■ EXERCISE OBJECTIVE ■
Would you print all of the entries exactly, please, but without their pictures?

*** RECORDS TO USE Section Begins ***

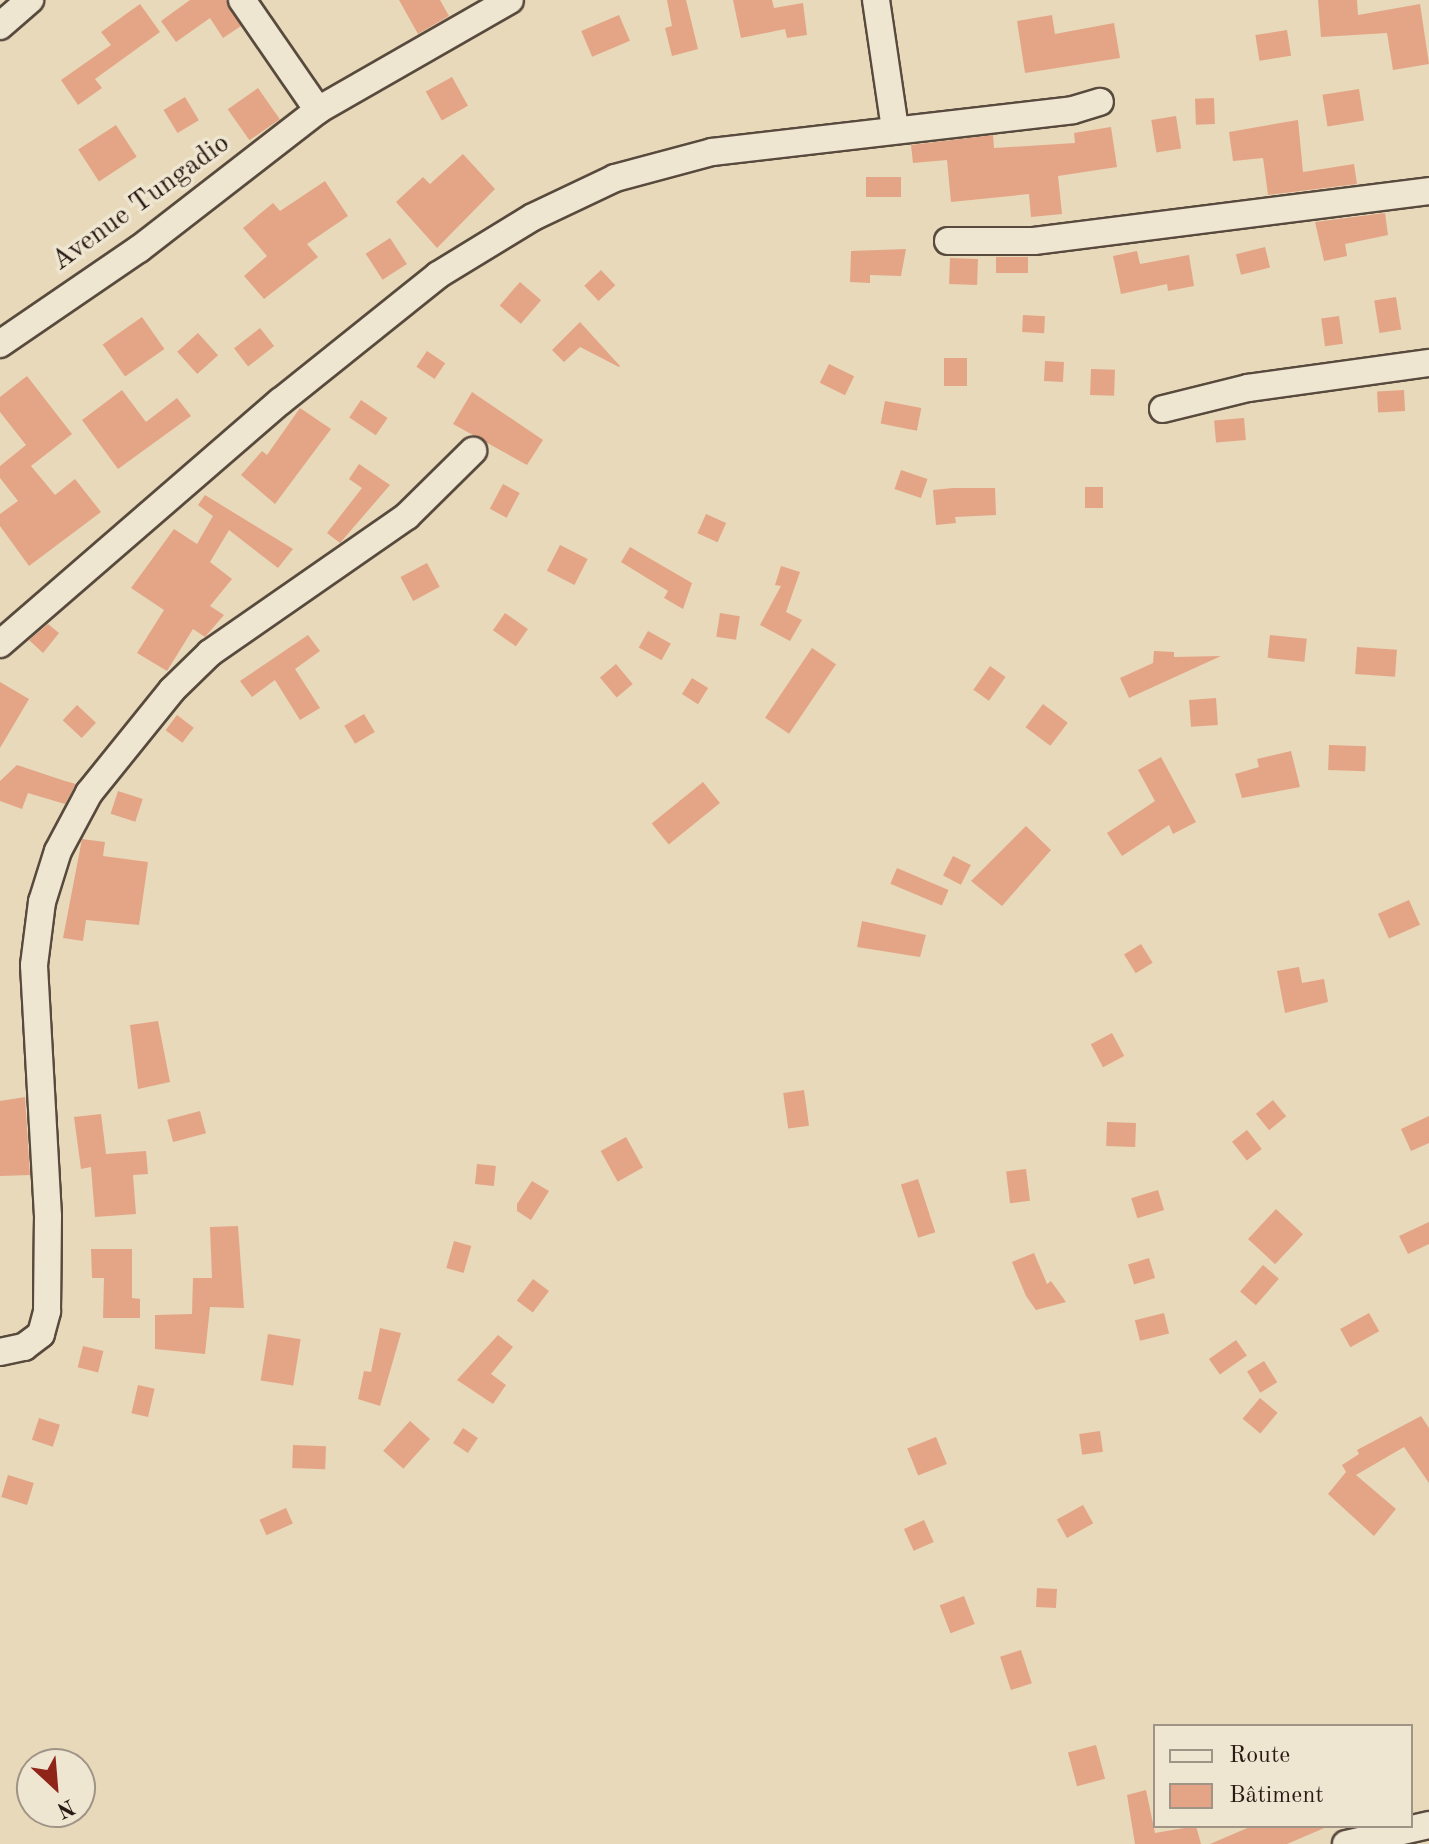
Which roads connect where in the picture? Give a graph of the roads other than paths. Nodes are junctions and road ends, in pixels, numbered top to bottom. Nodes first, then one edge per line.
1 (30, 0) edge
2 (242, 0) edge
3 (510, 0) edge
4 (876, 0) edge
5 (0, 26) edge
6 (1100, 102) dead end
7 (318, 110) junction
8 (895, 128) junction
9 (1429, 191) edge
10 (948, 241) dead end
11 (0, 344) edge
12 (1429, 363) edge
13 (1163, 409) dead end
14 (473, 451) dead end
15 (0, 644) edge
16 (0, 1352) edge
17 (1429, 1825) edge
18 (1346, 1844) edge

1 - 5 street
2 - 7 street
3 - 7 street, Avenue Tungadio
4 - 8 street
6 - 8 street
7 - 11 street, Avenue Tungadio
8 - 15 street
9 - 10 street
12 - 13 street
14 - 16 street
17 - 18 street

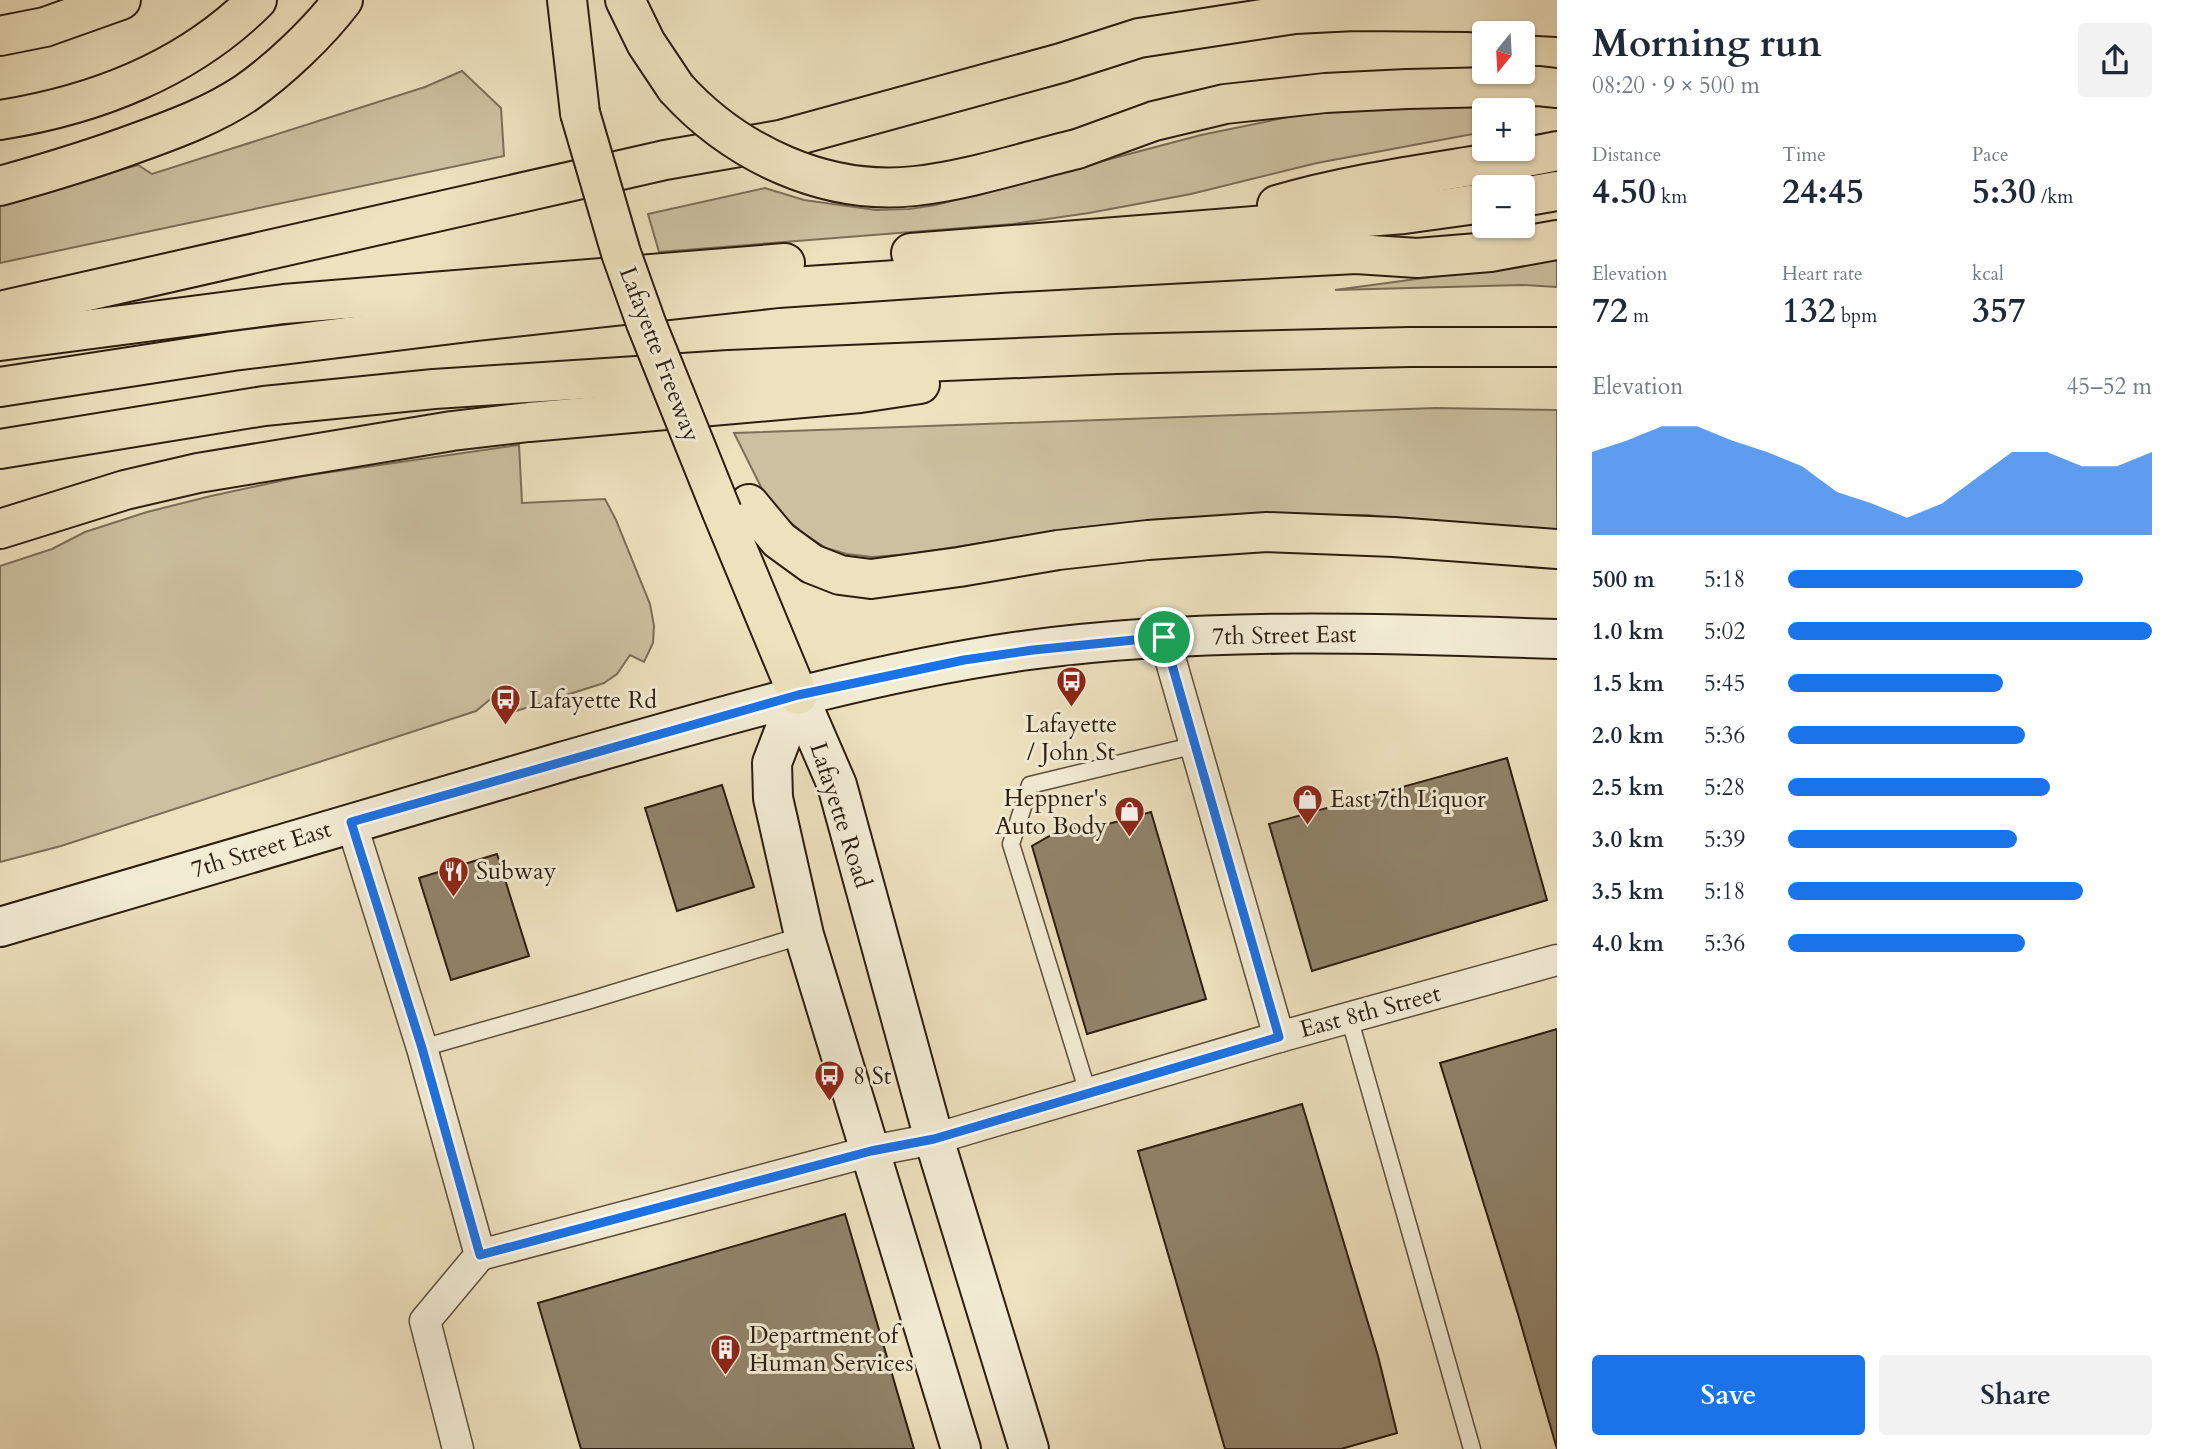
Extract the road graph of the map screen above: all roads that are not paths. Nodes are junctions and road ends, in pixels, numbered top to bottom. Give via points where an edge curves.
1 (121, 0) edge
2 (257, 0) edge
3 (343, 0) edge
4 (567, 0) edge
5 (625, 0) edge
6 (1557, 17) edge
7 (0, 37) edge
8 (1557, 88) edge
9 (0, 120) edge
10 (1557, 151) edge
11 (0, 186) edge
12 (1472, 205) edge
13 (1472, 225) edge
14 (1193, 230) junction
15 (1557, 240) edge
16 (1356, 254) junction
17 (0, 311) edge
18 (0, 341) edge
19 (1557, 347) edge
20 (1116, 354) junction
21 (0, 387) edge
22 (0, 449) edge
23 (736, 508) junction
24 (0, 529) edge
25 (1557, 549) edge
26 (1164, 637) junction
27 (1557, 639) edge
28 (798, 695) junction
29 (1196, 745) junction
30 (351, 822) junction
31 (0, 927) edge
32 (804, 935) junction
33 (1557, 960) edge
34 (1349, 1017) junction
35 (1279, 1037) junction
36 (422, 1048) junction
37 (1088, 1093) junction
38 (902, 1145) junction
39 (480, 1255) junction
40 (457, 1449) edge
41 (961, 1449) edge
42 (1029, 1449) edge
43 (1472, 1449) edge

1 - 7 highway via 45,27
2 - 9 highway via 213,39 129,86 62,109
3 - 11 highway via 293,53 246,93 189,124
4 - 23 highway, Lafayette Freeway, bridge via 580,113 609,216 646,323
5 - 8 highway, bridge via 676,88 723,131 793,170 835,183 871,187 914,186 963,177 1077,149 1154,121 1225,104 1406,89
6 - 17 highway via 1468,12 1296,14 1139,38 780,140 665,160
10 - 14 highway via 1304,197
12 - 14 highway
13 - 16 highway
14 - 18 highway via 284,304
15 - 16 highway via 1417,258
16 - 21 highway via 799,286 247,350
19 - 20 highway
20 - 22 highway via 729,370 433,389 264,406
20 - 24 highway via 860,393 438,433 198,473 125,490
23 - 25 highway via 812,564 840,575 871,579 1071,549 1267,532
23 - 28 highway
26 - 27 main road, 7th Street East via 1363,633
26 - 28 main road, 7th Street East via 964,660
26 - 29 street
28 - 30 main road, 7th Street East
28 - 32 main road, Lafayette Road via 772,763 773,798
28 - 38 main road, Lafayette Road via 837,785
29 - 35 street
29 - 37 lane via 1030,785 1011,844
30 - 31 main road, 7th Street East
30 - 36 street
32 - 36 lane
32 - 38 main road, Lafayette Road
33 - 34 street, East 8th Street
34 - 35 street, East 8th Street
34 - 43 lane
35 - 37 street, East 8th Street
36 - 39 street
37 - 38 street, East 8th Street
38 - 39 street, East 8th Street
38 - 41 main road, Lafayette Road
38 - 42 main road, Lafayette Road
39 - 40 street via 425,1321

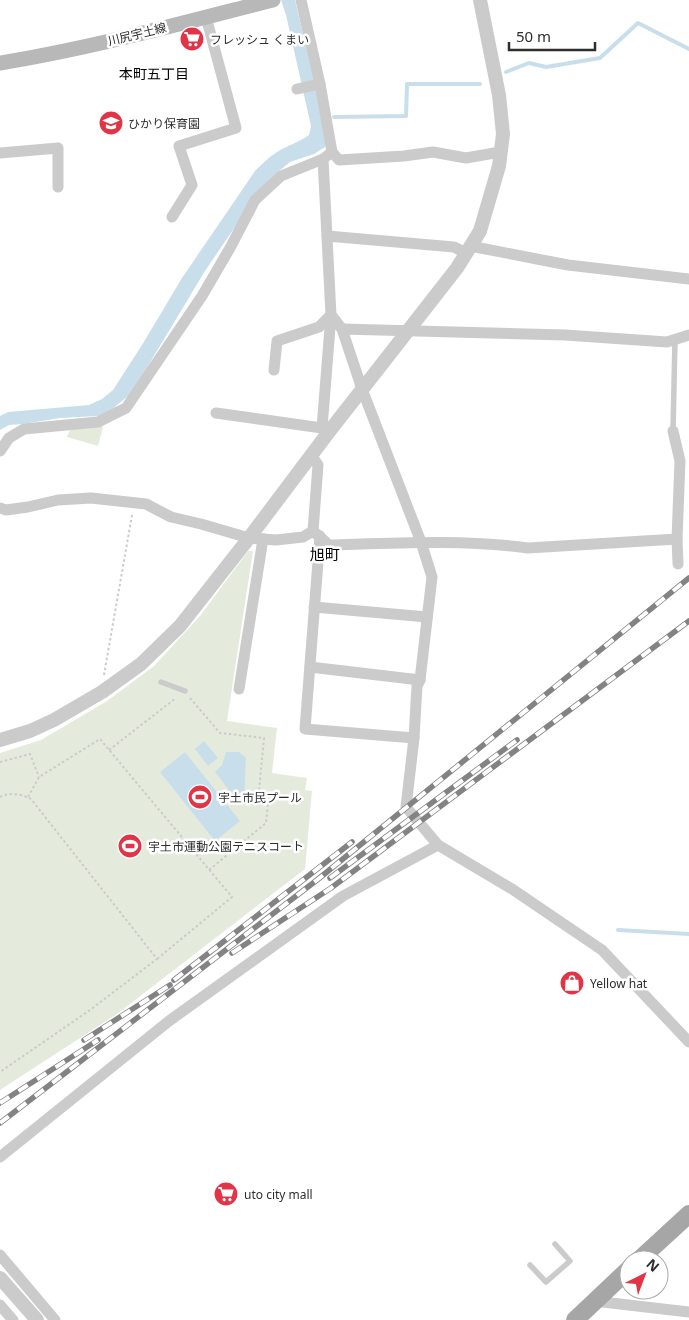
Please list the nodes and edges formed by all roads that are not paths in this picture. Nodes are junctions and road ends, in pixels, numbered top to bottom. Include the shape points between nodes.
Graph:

*** RECORDS TO USE Section Ends ***

■ WRITTEN ANSWER ■
Which roads connect where in the picture? Give a graph of the roads other than paths. Nodes are junctions and road ends, in pixels, numbered top to bottom. Nodes first, then one edge per line.
1 (30, 0) edge
2 (242, 0) edge
3 (510, 0) edge
4 (876, 0) edge
5 (0, 26) edge
6 (1100, 102) dead end
7 (318, 110) junction
8 (895, 128) junction
9 (1429, 191) edge
10 (948, 241) dead end
11 (0, 344) edge
12 (1429, 363) edge
13 (1163, 409) dead end
14 (473, 451) dead end
15 (0, 644) edge
16 (0, 1352) edge
17 (1429, 1825) edge
18 (1346, 1844) edge

1 - 5 street
2 - 7 street
3 - 7 street, Avenue Tungadio
4 - 8 street
6 - 8 street
7 - 11 street, Avenue Tungadio
8 - 15 street
9 - 10 street
12 - 13 street
14 - 16 street
17 - 18 street

Extract the road graph of the map screen above: all roads that are not paths. Nodes are junctions and road ends, in pixels, numbered top to bottom. Give via points where an edge curves.
1 (121, 0) edge
2 (257, 0) edge
3 (343, 0) edge
4 (567, 0) edge
5 (625, 0) edge
6 (1557, 17) edge
7 (0, 37) edge
8 (1557, 88) edge
9 (0, 120) edge
10 (1557, 151) edge
11 (0, 186) edge
12 (1472, 205) edge
13 (1472, 225) edge
14 (1193, 230) junction
15 (1557, 240) edge
16 (1356, 254) junction
17 (0, 311) edge
18 (0, 341) edge
19 (1557, 347) edge
20 (1116, 354) junction
21 (0, 387) edge
22 (0, 449) edge
23 (736, 508) junction
24 (0, 529) edge
25 (1557, 549) edge
26 (1164, 637) junction
27 (1557, 639) edge
28 (798, 695) junction
29 (1196, 745) junction
30 (351, 822) junction
31 (0, 927) edge
32 (804, 935) junction
33 (1557, 960) edge
34 (1349, 1017) junction
35 (1279, 1037) junction
36 (422, 1048) junction
37 (1088, 1093) junction
38 (902, 1145) junction
39 (480, 1255) junction
40 (457, 1449) edge
41 (961, 1449) edge
42 (1029, 1449) edge
43 (1472, 1449) edge

1 - 7 highway via 45,27
2 - 9 highway via 213,39 129,86 62,109
3 - 11 highway via 293,53 246,93 189,124
4 - 23 highway, Lafayette Freeway, bridge via 580,113 609,216 646,323
5 - 8 highway, bridge via 676,88 723,131 793,170 835,183 871,187 914,186 963,177 1077,149 1154,121 1225,104 1406,89
6 - 17 highway via 1468,12 1296,14 1139,38 780,140 665,160
10 - 14 highway via 1304,197
12 - 14 highway
13 - 16 highway
14 - 18 highway via 284,304
15 - 16 highway via 1417,258
16 - 21 highway via 799,286 247,350
19 - 20 highway
20 - 22 highway via 729,370 433,389 264,406
20 - 24 highway via 860,393 438,433 198,473 125,490
23 - 25 highway via 812,564 840,575 871,579 1071,549 1267,532
23 - 28 highway
26 - 27 main road, 7th Street East via 1363,633
26 - 28 main road, 7th Street East via 964,660
26 - 29 street
28 - 30 main road, 7th Street East
28 - 32 main road, Lafayette Road via 772,763 773,798
28 - 38 main road, Lafayette Road via 837,785
29 - 35 street
29 - 37 lane via 1030,785 1011,844
30 - 31 main road, 7th Street East
30 - 36 street
32 - 36 lane
32 - 38 main road, Lafayette Road
33 - 34 street, East 8th Street
34 - 35 street, East 8th Street
34 - 43 lane
35 - 37 street, East 8th Street
36 - 39 street
37 - 38 street, East 8th Street
38 - 39 street, East 8th Street
38 - 41 main road, Lafayette Road
38 - 42 main road, Lafayette Road
39 - 40 street via 425,1321

Please list the nodes and edges formed by all roads that are not paths in this picture. Nodes are junctions and road ends, in pixels, numbered top to bottom. Include the shape points between nodes.
Graph:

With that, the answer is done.